KELLY MCEVERS, HOST:

Ann Beattie has been a voice for her generation, the baby boomers, for 40 years. Her stories were published in The New Yorker regularly and helped pull back the curtain on the love lives, hopes and confusions of the boomers in their youth. In her new collection "The Accomplished Guest," her generation is on view again. And Ann Beattie joins us now. Welcome.

ANN BEATTIE: Thank you.

MCEVERS: The stories are not just about boomers, of course. They're about how boomers interact with Gen Xers and millennials. One reviewer wrote that these are boomers in a millennial world, right? There's a lot of Ugg boots and college experiences, but also, I mean, young people going through real things. How did you conjure some of those characters?

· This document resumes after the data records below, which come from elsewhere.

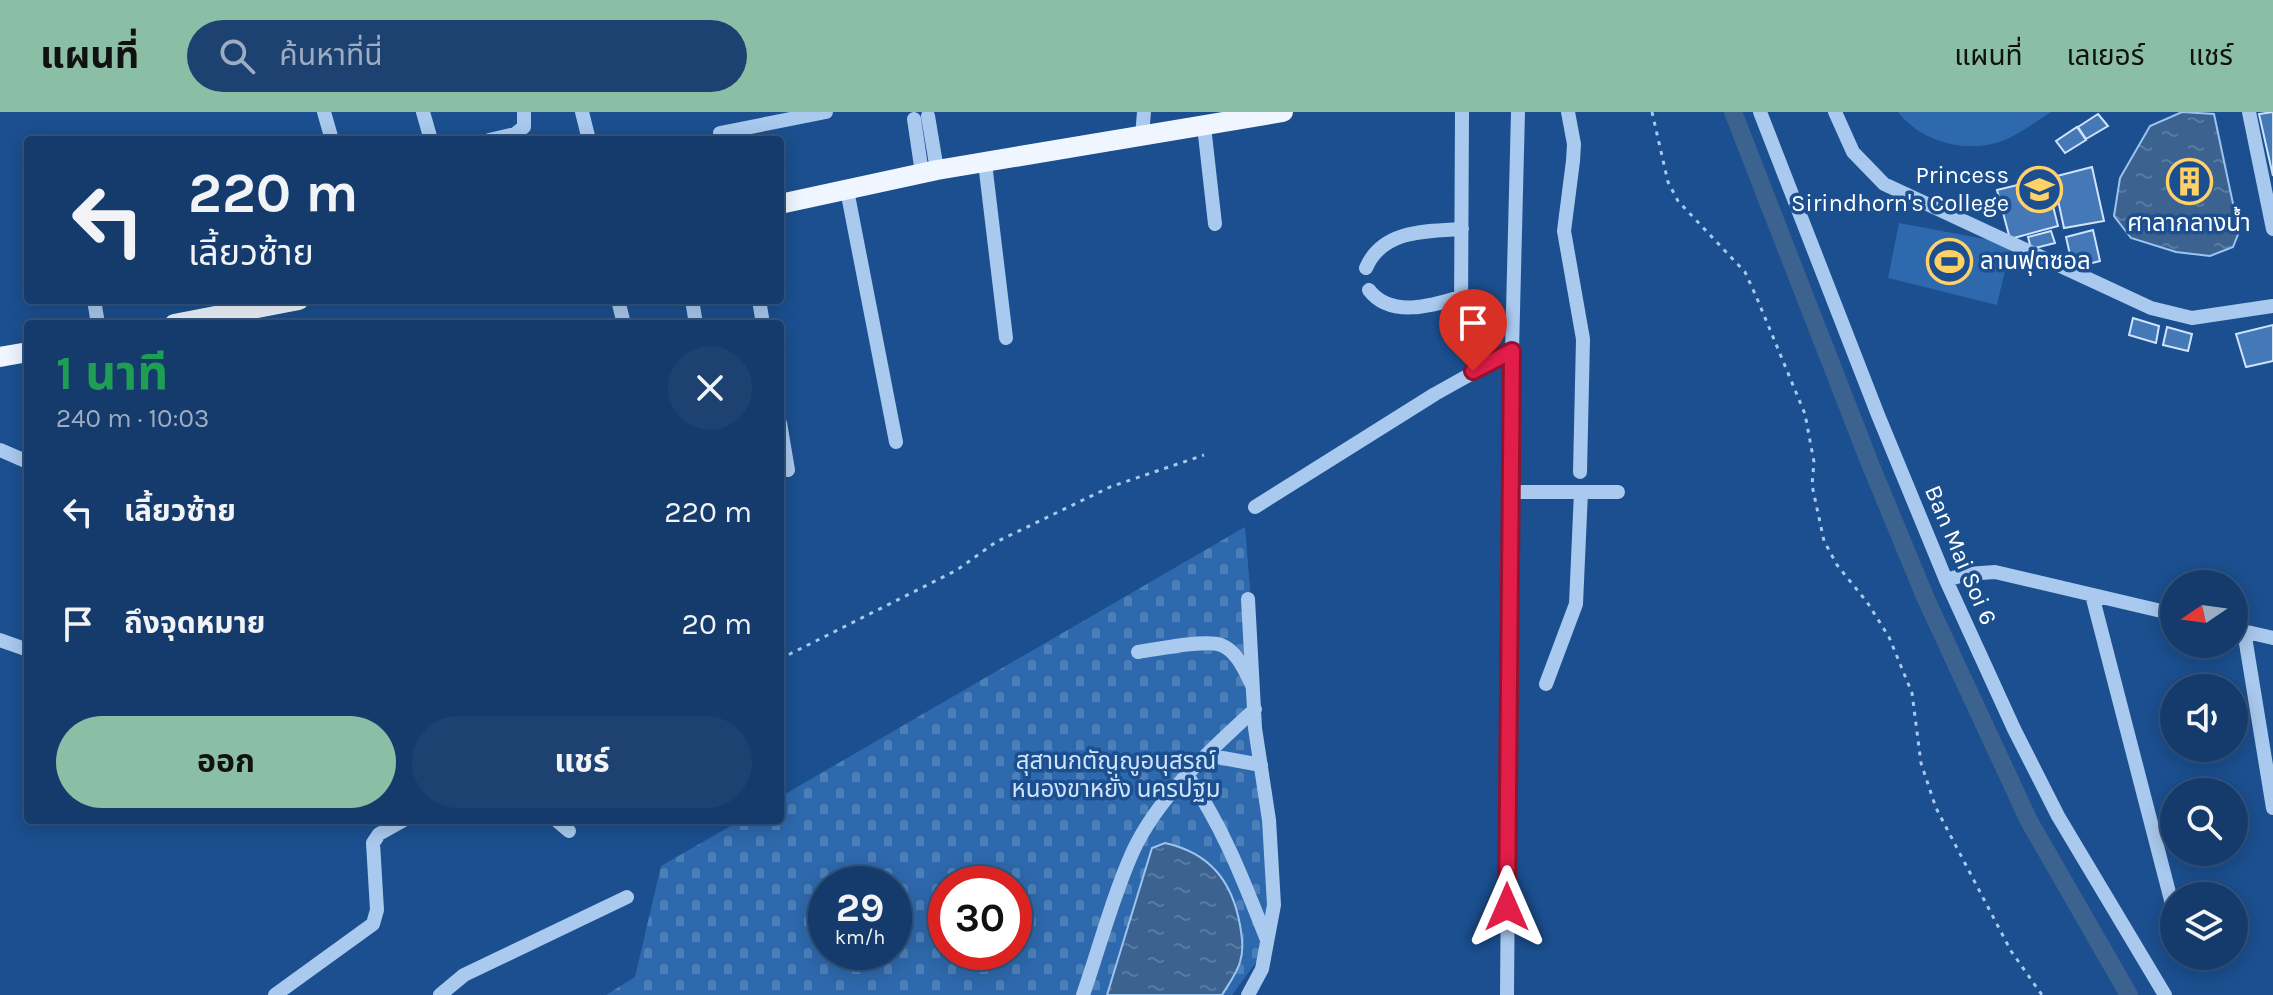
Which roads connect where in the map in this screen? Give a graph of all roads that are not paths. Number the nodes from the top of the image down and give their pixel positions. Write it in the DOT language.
graph roads {
  1 [pos="324,112"];
  2 [pos="423,112"];
  3 [pos="524,112"];
  4 [pos="583,112"];
  5 [pos="826,112"];
  6 [pos="1144,112"];
  7 [pos="1283,112"];
  8 [pos="1462,112"];
  9 [pos="1518,112"];
  10 [pos="1568,112"];
  11 [pos="1760,112"];
  12 [pos="1835,112"];
  13 [pos="2249,112"];
  14 [pos="775,117"];
  15 [pos="921,118"];
  16 [pos="1204,126"];
  17 [pos="720,133"];
  18 [pos="331,136"];
  19 [pos="430,136"];
  20 [pos="506,136"];
  21 [pos="588,136"];
  22 [pos="1142,136"];
  23 [pos="985,163"];
  24 [pos="930,172"];
  25 [pos="847,190"];
  26 [pos="784,203"];
  27 [pos="1215,224"];
  28 [pos="1462,229"];
  29 [pos="2273,229"];
  30 [pos="1366,268"];
  31 [pos="1369,290"];
  32 [pos="1460,297"];
  33 [pos="258,304"];
  34 [pos="2273,306"];
  35 [pos="1461,313"];
  36 [pos="191,320"];
  37 [pos="1006,338"];
  38 [pos="1512,351"];
  39 [pos="24,353"];
  40 [pos="0,357"];
  41 [pos="896,442"];
  42 [pos="784,446"];
  43 [pos="0,450"];
  44 [pos="24,460"];
  45 [pos="788,470"];
  46 [pos="1580,472"];
  47 [pos="1510,492"];
  48 [pos="1581,492"];
  49 [pos="1618,492"];
  50 [pos="1255,507"];
  51 [pos="1946,580"];
  52 [pos="2092,595"];
  53 [pos="1248,599"];
  54 [pos="2160,611"];
  55 [pos="2248,632"];
  56 [pos="2273,638"];
  57 [pos="0,640"];
  58 [pos="24,649"];
  59 [pos="1138,652"];
  60 [pos="2244,658"];
  61 [pos="1546,684"];
  62 [pos="1254,688"];
  63 [pos="1255,709"];
  64 [pos="1206,755"];
  65 [pos="1261,765"];
  66 [pos="1187,775"];
  67 [pos="2273,808"];
  68 [pos="397,824"];
  69 [pos="561,824"];
  70 [pos="569,831"];
  71 [pos="2166,882"];
  72 [pos="627,897"];
  73 [pos="1269,944"];
  74 [pos="275,995"];
  75 [pos="440,995"];
  76 [pos="1083,995"];
  77 [pos="1248,995"];
  78 [pos="1507,995"];
  79 [pos="2165,995"];
  1 -- 18 [label="street"];
  2 -- 19 [label="street"];
  3 -- 20 [label="street"];
  4 -- 21 [label="street"];
  5 -- 14 [label="street"];
  6 -- 22 [label="street"];
  7 -- 16 [label="main road"];
  8 -- 28 [label="street"];
  9 -- 38 [label="street"];
  10 -- 46 [label="street"];
  11 -- 51 [label="street, Ban Mai Soi 6"];
  12 -- 34 [label="street"];
  13 -- 29 [label="street"];
  14 -- 17 [label="street"];
  15 -- 24 [label="street"];
  16 -- 22 [label="main road"];
  16 -- 27 [label="street"];
  22 -- 23 [label="main road"];
  23 -- 24 [label="main road"];
  23 -- 37 [label="street"];
  24 -- 25 [label="main road"];
  25 -- 26 [label="main road"];
  25 -- 41 [label="street"];
  28 -- 30 [label="street"];
  28 -- 32 [label="street"];
  31 -- 32 [label="street"];
  32 -- 35 [label="street"];
  33 -- 36 [label="main road"];
  38 -- 47 [label="street"];
  38 -- 50 [label="street"];
  39 -- 40 [label="main road"];
  42 -- 45 [label="street"];
  43 -- 44 [label="street"];
  47 -- 48 [label="street"];
  47 -- 78 [label="street"];
  48 -- 49 [label="street"];
  48 -- 61 [label="street"];
  51 -- 52 [label="street"];
  51 -- 79 [label="street, Ban Mai Soi 6"];
  52 -- 54 [label="street"];
  52 -- 71 [label="street"];
  53 -- 62 [label="street"];
  55 -- 56 [label="street"];
  57 -- 58 [label="street"];
  59 -- 62 [label="street"];
  60 -- 67 [label="street"];
  62 -- 63 [label="street"];
  63 -- 64 [label="street"];
  63 -- 65 [label="street"];
  64 -- 65 [label="street"];
  64 -- 66 [label="street"];
  65 -- 73 [label="street"];
  66 -- 73 [label="street"];
  66 -- 76 [label="street"];
  68 -- 74 [label="street"];
  69 -- 70 [label="street"];
  72 -- 75 [label="street"];
  73 -- 77 [label="street"];
}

BEATTIE: I think the way I always conjure characters is just by walking around in the world. You know, I do a fair amount of travel, so I'm not always in the same place. And I have a mixture of, you know, friends of different ages, of course. I think most of us do. I can't disagree at all with the way that you describe the work. But age never seems as prominent to me as it does to a lot of the people who think about these stories. And that's perfectly fair. That's perfectly fine. But I'm not so sure that in my mind things are very age-related in that I'm trying to do psychological portraits.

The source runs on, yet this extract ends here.